Stored data entries
○ ○ ○

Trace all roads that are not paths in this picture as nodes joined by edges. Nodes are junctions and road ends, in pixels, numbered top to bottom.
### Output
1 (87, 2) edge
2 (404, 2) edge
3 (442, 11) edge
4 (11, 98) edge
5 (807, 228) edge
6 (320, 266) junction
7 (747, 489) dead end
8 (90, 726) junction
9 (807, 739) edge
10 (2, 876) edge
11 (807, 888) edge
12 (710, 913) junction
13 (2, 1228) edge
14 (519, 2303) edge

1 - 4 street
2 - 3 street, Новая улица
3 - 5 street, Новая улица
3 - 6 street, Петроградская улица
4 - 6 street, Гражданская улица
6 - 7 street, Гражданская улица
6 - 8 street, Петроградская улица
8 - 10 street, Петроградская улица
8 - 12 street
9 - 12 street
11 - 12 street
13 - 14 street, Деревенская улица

○ ○ ○

_WHAT TO WORK ON_
Extract the complete set of records unchanged.

_REPLY TO THE EXERCISE_
Trace all roads that are not paths in this picture as nodes joined by edges. Nodes are junctions and road ends, in pixels, numbered top to bottom.
### Output
1 (87, 2) edge
2 (404, 2) edge
3 (442, 11) edge
4 (11, 98) edge
5 (807, 228) edge
6 (320, 266) junction
7 (747, 489) dead end
8 (90, 726) junction
9 (807, 739) edge
10 (2, 876) edge
11 (807, 888) edge
12 (710, 913) junction
13 (2, 1228) edge
14 (519, 2303) edge

1 - 4 street
2 - 3 street, Новая улица
3 - 5 street, Новая улица
3 - 6 street, Петроградская улица
4 - 6 street, Гражданская улица
6 - 7 street, Гражданская улица
6 - 8 street, Петроградская улица
8 - 10 street, Петроградская улица
8 - 12 street
9 - 12 street
11 - 12 street
13 - 14 street, Деревенская улица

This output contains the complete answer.